[Date Prev][Date Next][Thread Prev][Thread Next]
- Subject: Re: Issues: Character 160 - Non-breaking space + Additional Issue with UTF-8
- From: Gregg Reynolds <dev@...>
- Date: Sat, 7 Jul 2018 14:22:46 -0500
I am raising the question: Should the future Lua 5.5 have unicode support? Since a lot (a lot a lot) encoding issues were solved with unicode and we are observing an international trend for the utf-8 use....
In my opinion: unicode is the future (actually, unicode is already the present for the past years), and ASCII was developed in 1960. Today, it is an old and very limitted character encoding.....

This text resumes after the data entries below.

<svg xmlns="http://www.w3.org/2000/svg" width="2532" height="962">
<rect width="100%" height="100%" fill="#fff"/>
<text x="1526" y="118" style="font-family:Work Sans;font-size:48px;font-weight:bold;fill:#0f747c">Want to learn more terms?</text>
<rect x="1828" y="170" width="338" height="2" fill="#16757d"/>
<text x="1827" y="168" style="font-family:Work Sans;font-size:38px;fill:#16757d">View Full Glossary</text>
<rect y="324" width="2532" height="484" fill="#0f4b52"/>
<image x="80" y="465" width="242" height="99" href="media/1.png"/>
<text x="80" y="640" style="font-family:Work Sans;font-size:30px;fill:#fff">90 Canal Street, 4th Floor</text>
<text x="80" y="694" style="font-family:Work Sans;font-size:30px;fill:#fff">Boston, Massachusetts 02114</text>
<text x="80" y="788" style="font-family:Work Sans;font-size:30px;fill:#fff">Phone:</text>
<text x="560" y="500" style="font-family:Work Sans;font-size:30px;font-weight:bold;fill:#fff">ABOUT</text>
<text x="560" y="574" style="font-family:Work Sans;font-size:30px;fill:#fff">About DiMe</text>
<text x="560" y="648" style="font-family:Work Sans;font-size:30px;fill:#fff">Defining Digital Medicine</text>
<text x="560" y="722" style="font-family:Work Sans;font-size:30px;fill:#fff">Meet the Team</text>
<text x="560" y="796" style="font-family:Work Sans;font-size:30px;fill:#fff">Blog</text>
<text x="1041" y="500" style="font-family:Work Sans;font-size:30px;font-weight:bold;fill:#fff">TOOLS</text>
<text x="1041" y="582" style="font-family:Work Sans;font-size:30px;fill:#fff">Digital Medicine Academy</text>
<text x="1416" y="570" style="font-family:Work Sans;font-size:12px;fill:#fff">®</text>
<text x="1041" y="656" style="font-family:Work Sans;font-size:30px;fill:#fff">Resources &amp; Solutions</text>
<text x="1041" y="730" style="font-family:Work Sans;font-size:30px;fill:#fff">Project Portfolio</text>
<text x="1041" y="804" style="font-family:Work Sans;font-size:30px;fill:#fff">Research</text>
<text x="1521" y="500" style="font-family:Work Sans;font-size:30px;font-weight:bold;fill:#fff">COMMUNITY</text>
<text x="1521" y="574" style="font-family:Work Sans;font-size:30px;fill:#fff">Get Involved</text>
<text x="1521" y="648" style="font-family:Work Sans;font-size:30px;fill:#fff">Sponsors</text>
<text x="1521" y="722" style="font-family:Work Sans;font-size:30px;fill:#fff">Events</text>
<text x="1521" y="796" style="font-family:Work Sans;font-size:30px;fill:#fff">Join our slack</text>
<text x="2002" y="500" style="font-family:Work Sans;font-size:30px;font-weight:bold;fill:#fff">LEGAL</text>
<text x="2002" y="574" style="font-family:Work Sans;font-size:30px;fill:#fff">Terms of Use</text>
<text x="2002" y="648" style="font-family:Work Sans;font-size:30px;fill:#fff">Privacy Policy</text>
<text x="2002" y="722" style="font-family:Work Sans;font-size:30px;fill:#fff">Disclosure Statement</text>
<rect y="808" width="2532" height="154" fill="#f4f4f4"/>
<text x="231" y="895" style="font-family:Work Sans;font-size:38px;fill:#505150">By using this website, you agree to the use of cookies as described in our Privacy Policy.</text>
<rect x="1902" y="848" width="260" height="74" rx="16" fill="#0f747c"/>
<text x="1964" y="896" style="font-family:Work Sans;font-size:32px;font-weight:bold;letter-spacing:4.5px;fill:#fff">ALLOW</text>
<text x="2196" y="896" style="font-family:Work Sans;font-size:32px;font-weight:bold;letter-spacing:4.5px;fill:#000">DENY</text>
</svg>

I would love to see LUA keep up to date.
Unicode includes many many codepoints whose only justification is either backwards compatibility (see e.g. Arabic presentation forms) or typesetting (non-breaking space, em-space, etc.)
Not to mention support for scholarship. Does Lua really need to support identifiers in Cuneiform or Egyptian hieroglyphics? Those codepoints are only there to support publishing, not programming.
IOW it is a hack, unavoidably.
It would be nice to support identifiers in multiple languages, but that would only be a subset of Unicode anyway. And the typesetting codes would never be needed for a programming language. You could do it but only at a cost, and it makes more sense to put the burden on the programmer to normalize all space chars to one.